C/2001 Q4 NEAT
The Great Binocular Comet of 2004 no1
Closest to Earth on 6 May 2004 at 0.32AU
Closest to Sun on 16 May 2004 at 0.96AU
Maximum magnitude 2.8 in early May 2004

C/2001 Q4 NEAT was discovered on August 21st 2001 by the Near Earth Asteroid Team
at an enormous distance of 10 AU from the Sun (1AU=Earth-Sun distance).
This comet was predominantly a Southern Hemisphere object until May 2004.
Closest approach to the Earth occurred on May 6th 2004 at 0.32 AU (48 million kms).
At this time, the comet peaked at about magnitude 2.8 and was prominently visible
high in the evening sky for Southern Hemisphere observers in the constellation of Puppis.
Closest approach to the Sun occurred on May 15th 2004 at 0.96 AU (144 million kms)
when the comet was situated in Cancer, very close to the beehive cluster M44.
Southern hemisphere observers had a treat from May 18th, when comet C/2002 T7 LINEAR joined
comet NEAT in the evening sky, and both comets were simultaneously observable with the unaided eye.
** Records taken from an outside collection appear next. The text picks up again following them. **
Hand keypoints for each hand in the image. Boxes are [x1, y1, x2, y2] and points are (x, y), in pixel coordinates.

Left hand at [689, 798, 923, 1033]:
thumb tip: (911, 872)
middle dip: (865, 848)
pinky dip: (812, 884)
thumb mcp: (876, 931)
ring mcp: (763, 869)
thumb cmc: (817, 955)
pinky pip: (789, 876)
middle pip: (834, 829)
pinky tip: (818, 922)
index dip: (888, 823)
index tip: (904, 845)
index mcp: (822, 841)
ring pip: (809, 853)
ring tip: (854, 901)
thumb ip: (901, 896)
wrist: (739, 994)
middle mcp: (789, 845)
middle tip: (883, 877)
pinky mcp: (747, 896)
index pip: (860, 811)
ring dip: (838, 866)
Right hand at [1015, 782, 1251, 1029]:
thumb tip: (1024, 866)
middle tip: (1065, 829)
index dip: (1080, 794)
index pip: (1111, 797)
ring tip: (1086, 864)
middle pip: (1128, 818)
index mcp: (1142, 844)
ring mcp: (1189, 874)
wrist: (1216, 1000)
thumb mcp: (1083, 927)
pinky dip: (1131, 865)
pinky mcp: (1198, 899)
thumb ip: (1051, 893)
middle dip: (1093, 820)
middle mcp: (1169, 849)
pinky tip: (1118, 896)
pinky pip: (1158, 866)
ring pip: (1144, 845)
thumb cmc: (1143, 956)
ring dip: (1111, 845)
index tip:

See below a light curve based on my personal observations.
The red curve displays the predicted magnitude from its discovery brightness in 2001. Ho=3.5, n=4
The orange curve is my observed light curve. Ho=5.3, n=3
You can see that the brightness fell short of prediction by nearly 2 magnitudes.
This appears to be NEAT's first and only passage through the inner solar system.
New comets (non periodic) tend to fall below expectations



CCD images on Oct 15th, Dec 27th 2003, Jan 23rd, March 12th 2004 showing development.


C/2001 Q4 NEAT. Taken on 2004 April 17 at 12:28 UT.
10x30 second exposures through a 135mm Hannimex lens at f/5.6 piggybacked on a C11.
Field of View 2x2.5 degrees. Note the short broad dust tail and the long thin ion tail.
Coma size is 12 arcminutes in diameter which translates to 350,000kms across.
Note galaxy NGC 1313 at top right of field.


2004 April 20 at 11:05 UT.
30x30 second exposures through a 135mm Hannimex lens at f/5.6.
Field of View 1.8x1.5 degrees. The comet appears edge-on to the Earth.


2004 April 20 at 10:40UT. 30x30second exposures  taken through a Celestron C11.
Flat fielded and gauss equalised to draw out details around the nucleus.
Right: Same photo with the Larsen-Sekania filter applied. This enhances the jets and shells around the nucleus.


2004 April 21 at 10:15UT. Left: 27x20second exposures  through Celestron C11. Right: Same photo with the Larsen-Sekania filter applied.

 
2004 April 26 at 11:20UT. 25x20second exposures, flat fielded


2004 May 4 at 10:32UT. Left: 30x10 second exposures. Right: Larsen-Sekania filter applied


2004 May 6 at 11:50UT. Left: 13x15 sec exposures through C11 at f/3.3. Right: Larsen-Sekania filter applied.



2004 May 7 at 11:10UT. Left: 15x15 sec exposures through C11 at f/3.3. Right: Larsen-Sekania filter applied.


2004 May 7 at 10:20UT. 10x30 second exposures. Field of view 2 degrees wide.
Note star clusters M47 (middle) and M48 (right) in the field of view.


2004 May 8 at 09:30UT. 10x30second exposures. above. The bright star to the left of the comet is Alpha Monocerotis.
below is a 30x30second exposures stacked on the comet and unsharp masked to draw out structure in the tail.